Aim of the task: The answer must be every line from the listing that holds the string "Sandro".

[Opening Data for analysis section]

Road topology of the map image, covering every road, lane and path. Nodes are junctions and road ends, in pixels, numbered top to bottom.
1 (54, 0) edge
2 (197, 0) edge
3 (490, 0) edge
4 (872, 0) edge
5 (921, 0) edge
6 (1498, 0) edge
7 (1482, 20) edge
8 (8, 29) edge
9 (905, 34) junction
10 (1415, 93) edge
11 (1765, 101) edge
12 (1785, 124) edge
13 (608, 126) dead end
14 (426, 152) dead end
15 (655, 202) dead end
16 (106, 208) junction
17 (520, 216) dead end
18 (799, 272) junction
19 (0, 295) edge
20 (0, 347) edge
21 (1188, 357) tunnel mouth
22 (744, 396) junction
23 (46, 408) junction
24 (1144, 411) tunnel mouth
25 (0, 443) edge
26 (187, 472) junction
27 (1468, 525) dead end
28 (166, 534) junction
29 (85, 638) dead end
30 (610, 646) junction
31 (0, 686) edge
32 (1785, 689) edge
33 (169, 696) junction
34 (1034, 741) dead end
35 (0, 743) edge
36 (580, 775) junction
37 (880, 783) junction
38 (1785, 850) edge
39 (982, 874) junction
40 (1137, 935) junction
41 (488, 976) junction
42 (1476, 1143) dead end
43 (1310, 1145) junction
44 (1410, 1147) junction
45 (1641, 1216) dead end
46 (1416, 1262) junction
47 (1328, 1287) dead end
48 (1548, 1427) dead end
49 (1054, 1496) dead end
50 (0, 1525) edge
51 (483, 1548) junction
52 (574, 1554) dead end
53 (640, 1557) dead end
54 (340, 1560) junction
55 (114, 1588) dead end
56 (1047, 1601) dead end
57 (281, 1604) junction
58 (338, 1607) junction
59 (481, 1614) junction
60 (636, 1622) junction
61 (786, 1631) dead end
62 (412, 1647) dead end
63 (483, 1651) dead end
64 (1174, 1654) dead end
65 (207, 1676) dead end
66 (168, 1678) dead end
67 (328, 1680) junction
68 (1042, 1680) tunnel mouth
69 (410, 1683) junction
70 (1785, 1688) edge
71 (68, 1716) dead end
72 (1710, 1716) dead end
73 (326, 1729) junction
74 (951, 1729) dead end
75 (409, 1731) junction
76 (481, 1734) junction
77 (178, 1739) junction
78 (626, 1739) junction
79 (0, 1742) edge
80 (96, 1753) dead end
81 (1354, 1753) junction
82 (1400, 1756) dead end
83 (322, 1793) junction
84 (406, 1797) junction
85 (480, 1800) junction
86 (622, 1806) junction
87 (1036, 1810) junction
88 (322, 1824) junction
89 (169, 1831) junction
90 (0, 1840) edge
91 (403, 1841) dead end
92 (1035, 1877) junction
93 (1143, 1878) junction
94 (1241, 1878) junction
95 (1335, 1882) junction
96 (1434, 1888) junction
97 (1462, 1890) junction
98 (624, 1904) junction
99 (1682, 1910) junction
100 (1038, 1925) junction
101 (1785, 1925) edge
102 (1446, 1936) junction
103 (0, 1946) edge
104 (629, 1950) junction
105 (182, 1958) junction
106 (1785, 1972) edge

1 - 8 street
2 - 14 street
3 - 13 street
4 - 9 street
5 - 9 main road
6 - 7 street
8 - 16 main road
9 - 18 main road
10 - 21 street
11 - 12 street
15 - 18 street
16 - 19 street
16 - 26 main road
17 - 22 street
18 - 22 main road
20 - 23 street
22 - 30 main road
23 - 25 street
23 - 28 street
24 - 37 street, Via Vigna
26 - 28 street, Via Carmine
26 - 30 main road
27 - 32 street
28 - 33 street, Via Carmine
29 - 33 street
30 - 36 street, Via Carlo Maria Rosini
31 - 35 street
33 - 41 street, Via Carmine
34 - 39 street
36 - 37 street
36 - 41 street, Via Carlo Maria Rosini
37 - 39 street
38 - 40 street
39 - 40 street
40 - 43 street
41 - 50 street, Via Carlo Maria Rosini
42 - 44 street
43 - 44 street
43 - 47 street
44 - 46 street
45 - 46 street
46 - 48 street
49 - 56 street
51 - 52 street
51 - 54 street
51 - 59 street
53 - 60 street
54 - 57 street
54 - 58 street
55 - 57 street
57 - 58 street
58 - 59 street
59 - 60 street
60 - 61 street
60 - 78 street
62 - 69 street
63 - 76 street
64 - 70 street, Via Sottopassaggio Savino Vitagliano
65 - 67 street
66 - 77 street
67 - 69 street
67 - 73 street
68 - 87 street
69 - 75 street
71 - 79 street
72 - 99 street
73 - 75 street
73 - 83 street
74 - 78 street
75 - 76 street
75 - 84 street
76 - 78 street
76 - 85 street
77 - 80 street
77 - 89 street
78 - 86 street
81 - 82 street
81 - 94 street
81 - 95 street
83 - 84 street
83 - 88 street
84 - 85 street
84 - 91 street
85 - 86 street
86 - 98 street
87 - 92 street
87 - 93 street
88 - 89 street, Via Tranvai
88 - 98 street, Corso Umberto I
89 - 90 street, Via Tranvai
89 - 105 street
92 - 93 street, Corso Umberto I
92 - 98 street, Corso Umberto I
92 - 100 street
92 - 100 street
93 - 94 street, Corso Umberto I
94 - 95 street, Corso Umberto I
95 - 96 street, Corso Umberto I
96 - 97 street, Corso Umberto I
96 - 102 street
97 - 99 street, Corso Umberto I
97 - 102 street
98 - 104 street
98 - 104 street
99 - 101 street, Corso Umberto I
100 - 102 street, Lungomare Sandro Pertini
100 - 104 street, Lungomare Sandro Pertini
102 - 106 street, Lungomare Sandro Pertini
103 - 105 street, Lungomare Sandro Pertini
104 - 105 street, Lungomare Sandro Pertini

[Closing Data for analysis section]

Written reply:
100 - 102 street, Lungomare Sandro Pertini
100 - 104 street, Lungomare Sandro Pertini
102 - 106 street, Lungomare Sandro Pertini
103 - 105 street, Lungomare Sandro Pertini
104 - 105 street, Lungomare Sandro Pertini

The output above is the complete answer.